Reporter: Becky Dean

Becky DeanBecky Dean is a member of ACFW and serves as president of the CenTex Chapter. She was a double semi-finalist in the 2011 Genesis Contest in the young adult category. She has written numerous articles and op-eds for local newspapers.

Editor: Tiffany Colter

Tiffany ColterTiffany Colter is owner of Writing Career Coach. Her publishing credits include Charisma, On Mission, and Today’s Christian, in addition to being a columnist for Suspense and a feature writer for Afictionado. She speaks regularly to groups and conferences teaching authors how to make a living at ‘this writing thing’ and businesses how to reach their target market through written communication. Tiffany lives outside Toledo, Ohio, with her husband and four daughters on their hobby farm.


Workshop 2: Fried Brains and Ham

Jenny JonesWhat do you do when you’ve been trying to write, but you’re stuck? Jenny B. Jones (right), four-time Carol Award winner of adult and young adult novels, brought her trademark humor to Fried Brains and Ham (j/k): Unclogging that Writer’s Block.

How to overcome brain freeze

  • Free write as your character. Journaling in the moment when you’re stuck can be especially helpful.
  • Do a writing prompt. Many can be found in Writer’s Digest or on the internet. It doesn’t have to be related to your current story.
  • Throw in the unexpected.

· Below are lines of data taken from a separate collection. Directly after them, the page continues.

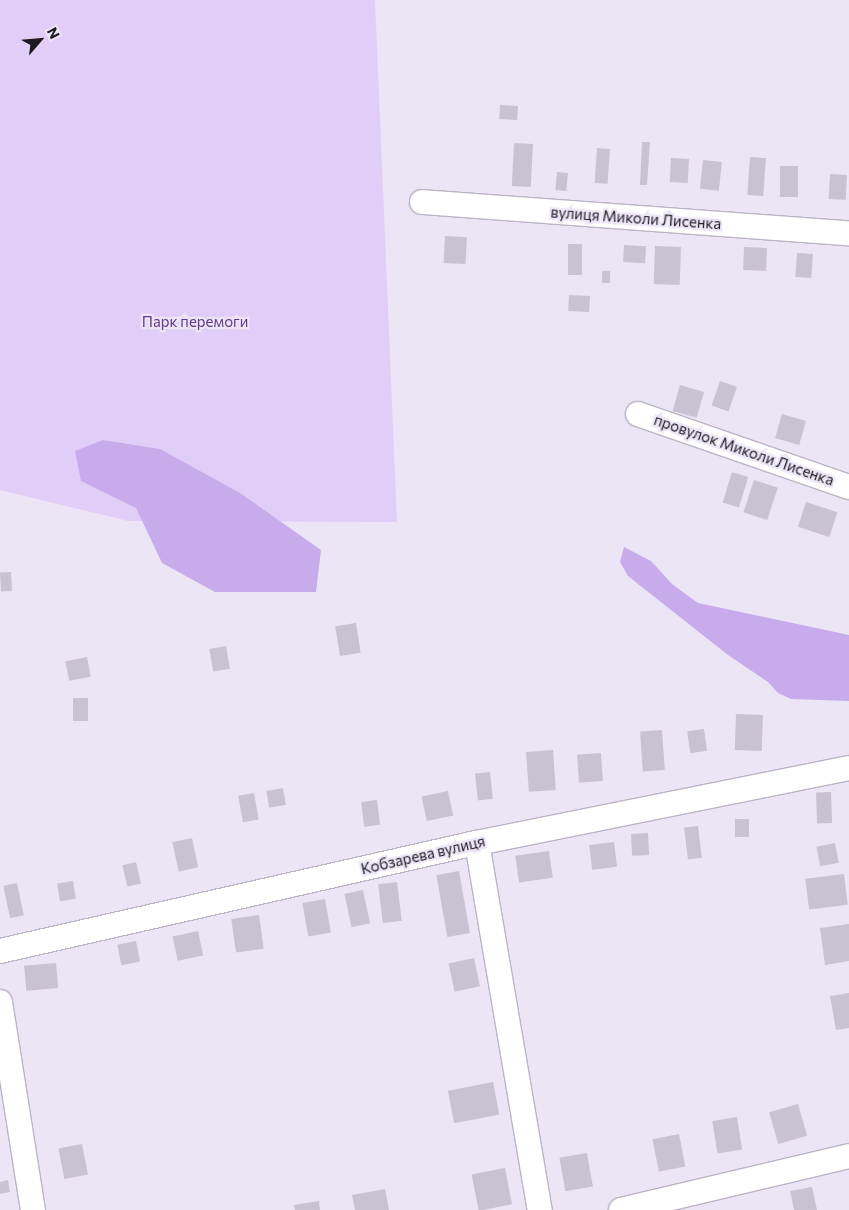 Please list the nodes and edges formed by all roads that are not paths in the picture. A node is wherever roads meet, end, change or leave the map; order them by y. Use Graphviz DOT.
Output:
graph roads {
  1 [pos="422,202"];
  2 [pos="849,233"];
  3 [pos="638,414"];
  4 [pos="849,486"];
  5 [pos="849,768"];
  6 [pos="477,842"];
  7 [pos="0,951"];
  8 [pos="0,1002"];
  9 [pos="849,1156"];
  10 [pos="33,1210"];
  11 [pos="540,1210"];
  12 [pos="621,1210"];
  1 -- 2 [label="street, вулиця Миколи Лисенка"];
  3 -- 4 [label="street, провулок Миколи Лисенка"];
  5 -- 6 [label="street, Кобзарева вулиця"];
  6 -- 7 [label="street, Кобзарева вулиця"];
  6 -- 11 [label="street"];
  8 -- 10 [label="street"];
  9 -- 12 [label="street"];
} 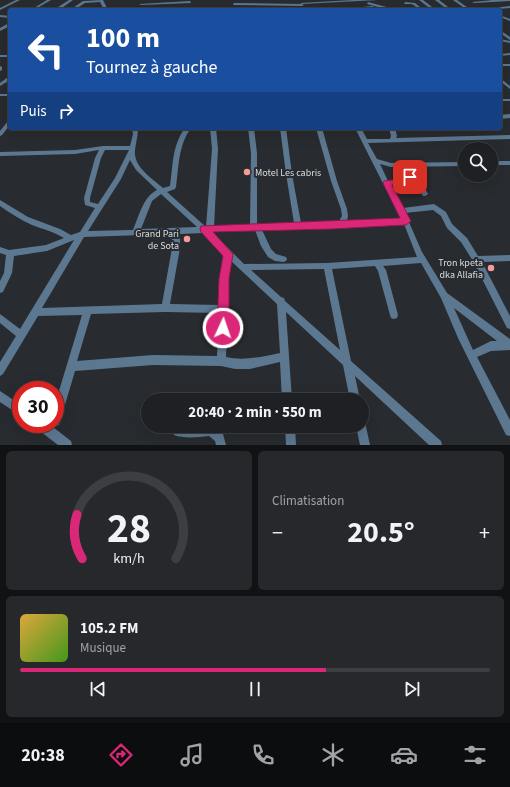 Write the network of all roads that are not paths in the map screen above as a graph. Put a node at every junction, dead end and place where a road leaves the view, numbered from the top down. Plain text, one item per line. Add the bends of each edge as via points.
1 (18, 0) edge
2 (49, 0) edge
3 (70, 0) edge
4 (231, 0) edge
5 (347, 0) edge
6 (376, 0) edge
7 (421, 0) edge
8 (437, 0) edge
9 (455, 0) edge
10 (510, 0) edge
11 (101, 1) edge
12 (354, 1) edge
13 (472, 1) edge
14 (141, 2) edge
15 (171, 3) junction
16 (190, 3) edge
17 (302, 3) edge
18 (405, 3) dead end
19 (234, 4) junction
20 (261, 4) junction
21 (384, 7) junction
22 (510, 7) edge
23 (36, 8) edge
24 (59, 8) edge
25 (75, 8) edge
26 (170, 8) dead end
27 (237, 8) edge
28 (262, 8) edge
29 (370, 8) edge
30 (387, 8) edge
31 (417, 8) edge
32 (431, 8) edge
33 (447, 8) edge
34 (467, 8) edge
35 (486, 8) edge
36 (499, 8) edge
37 (0, 9) edge
38 (502, 33) edge
39 (510, 39) edge
40 (508, 54) edge
41 (510, 58) edge
42 (502, 83) edge
43 (510, 88) edge
44 (8, 124) edge
45 (136, 130) edge
46 (186, 130) edge
47 (213, 130) edge
48 (251, 130) edge
49 (283, 130) edge
50 (320, 130) edge
51 (359, 130) edge
52 (392, 130) edge
53 (0, 134) edge
54 (510, 137) edge
55 (392, 140) junction
56 (365, 141) junction
57 (103, 148) junction
58 (131, 150) junction
59 (0, 154) edge
60 (376, 162) junction
61 (498, 163) edge
62 (510, 163) edge
63 (458, 164) edge
64 (391, 165) junction
65 (381, 171) junction
66 (387, 183) junction
67 (161, 190) junction
68 (425, 194) dead end
69 (0, 202) edge
70 (100, 207) junction
71 (400, 211) junction
72 (91, 220) junction
73 (406, 221) junction
74 (342, 224) junction
75 (298, 226) junction
76 (255, 227) junction
77 (207, 229) junction
78 (176, 231) junction
79 (136, 232) junction
80 (96, 233) junction
81 (82, 234) junction
82 (70, 238) junction
83 (0, 250) edge
84 (10, 253) junction
85 (228, 254) junction
86 (510, 258) edge
87 (284, 259) dead end
88 (476, 259) junction
89 (423, 260) junction
90 (377, 263) junction
91 (327, 266) junction
92 (243, 267) junction
93 (0, 289) edge
94 (444, 296) junction
95 (281, 301) junction
96 (165, 308) junction
97 (224, 309) junction
98 (36, 312) junction
99 (87, 312) junction
100 (394, 315) dead end
101 (0, 318) edge
102 (510, 325) edge
103 (21, 335) junction
104 (510, 345) edge
105 (472, 355) junction
106 (284, 357) junction
107 (221, 361) junction
108 (346, 361) junction
109 (72, 366) junction
110 (0, 372) edge
111 (64, 392) edge
112 (287, 393) edge
113 (353, 393) edge
114 (0, 396) edge
115 (12, 405) edge
116 (510, 431) edge
117 (57, 433) edge
118 (213, 433) edge
119 (290, 433) edge
120 (363, 433) edge
121 (67, 445) edge
122 (221, 445) edge
123 (291, 445) edge
124 (366, 445) edge
125 (437, 445) edge

1 - 37 street
2 - 23 street
3 - 24 street
4 - 19 street
5 - 12 street
6 - 12 street
7 - 32 street
8 - 33 street
9 - 34 street
10 - 13 street
11 - 25 street via 84,2
12 - 17 street
12 - 21 street
13 - 35 street
14 - 15 street
15 - 16 street
15 - 26 street
17 - 20 street
18 - 31 street via 417,5
19 - 20 street
19 - 27 street
20 - 28 street
21 - 29 street
21 - 30 street
22 - 36 street
38 - 39 street
40 - 41 street
42 - 43 street
44 - 53 street
45 - 58 street
46 - 67 street via 179,142 173,187
47 - 77 street via 215,150
48 - 76 street
49 - 75 street
50 - 74 street via 344,209
51 - 56 street
52 - 55 street
54 - 55 street
55 - 56 street
56 - 60 street
57 - 58 street
57 - 59 street via 75,152
57 - 70 street via 87,198 87,203
58 - 67 street via 132,159 138,169
58 - 70 street via 118,179
60 - 64 street
60 - 65 street
61 - 62 street
63 - 64 street
64 - 65 street
65 - 66 street
66 - 68 street via 401,182 404,178 410,177 420,185
66 - 71 street
67 - 77 street
67 - 79 street via 149,200
69 - 82 street via 11,211 58,230
70 - 72 street
71 - 73 street
71 - 88 street via 436,208 444,214 452,230 464,240
72 - 80 street
72 - 81 street
73 - 74 street
73 - 89 street
74 - 75 street
75 - 76 street
76 - 77 street
76 - 87 street via 270,253 274,257
77 - 78 street
77 - 85 street
78 - 79 street
78 - 96 street via 176,248
79 - 80 street
80 - 81 street
81 - 82 street
81 - 98 street
82 - 84 street via 47,248
83 - 84 street
84 - 93 street via 8,273
85 - 92 street
85 - 97 street via 224,279
86 - 88 street
88 - 102 street
89 - 90 street
89 - 94 street
90 - 91 street
90 - 100 street via 382,270
91 - 92 street
91 - 108 street
92 - 95 street
94 - 104 street
94 - 105 street
95 - 106 street
95 - 108 street
96 - 97 street
96 - 99 street
97 - 107 street
98 - 99 street
98 - 103 street
99 - 109 street
101 - 103 street
103 - 110 street
104 - 105 street via 491,346
105 - 116 street
106 - 107 street via 250,364
106 - 112 street
107 - 109 street via 153,360
108 - 113 street
108 - 125 street
109 - 111 street
114 - 115 street
117 - 121 street
118 - 122 street via 219,438
119 - 123 street
120 - 124 street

Either consider what the reader would expect to happen next and do the opposite, or think about what the character would least expect.

Ways to spur creativity

Engaging in activities other than writing can help. Jones suggested.

  • Get up and move. Within 10 minutes of sitting, Jones said, your brain and body begin to shut down. Move around for 10 minutes every hour. Also, your brain likes water, so keep some at your desk.
  • Stay in bed. Your mind is most creative the first 10 minutes after waking up. Think about your story and make some notes before getting out of bed.
  • Change your routine. When you do the same things at the same time every day, your brain begins to act on autopilot.
  • Catch a diversion. See a movie, watch a game, or play with your kids. Your brain will keep processing the story while you focus on other things.
  • Read/see/do something that isn’t you. Read a new magazine, visit a new place, go to a museum.
  • Keep an image library. It can include characters, pictures, articles. Jones especially likes Pinterest.com. Also, keep an idea file with names, dialogue, characters, and story ideas you can refer to when you get stuck.
  • Create a soundtrack. Music can be instrumental or have lyrics and should help get you in the mood of the scene or story.

The “Big Idea”

20 What-Ifs

This can be done with a group or alone. First, state your problem: A plot point you’re stuck on, a question you can’t solve. Then list 20 possible solutions, no matter how dumb they sound. You must write them down, and you cannot edit yourself or say the word but to defend yourself when others give you ideas. Sometimes it can be helpful to do this with writers in different genres or non-writers.
Finally, when suffering from Deep Fried Brain, a longer term ailment affecting your writing as a whole and not just one story, Jones recommended the book The Artist’s Way, by Julia Cameron.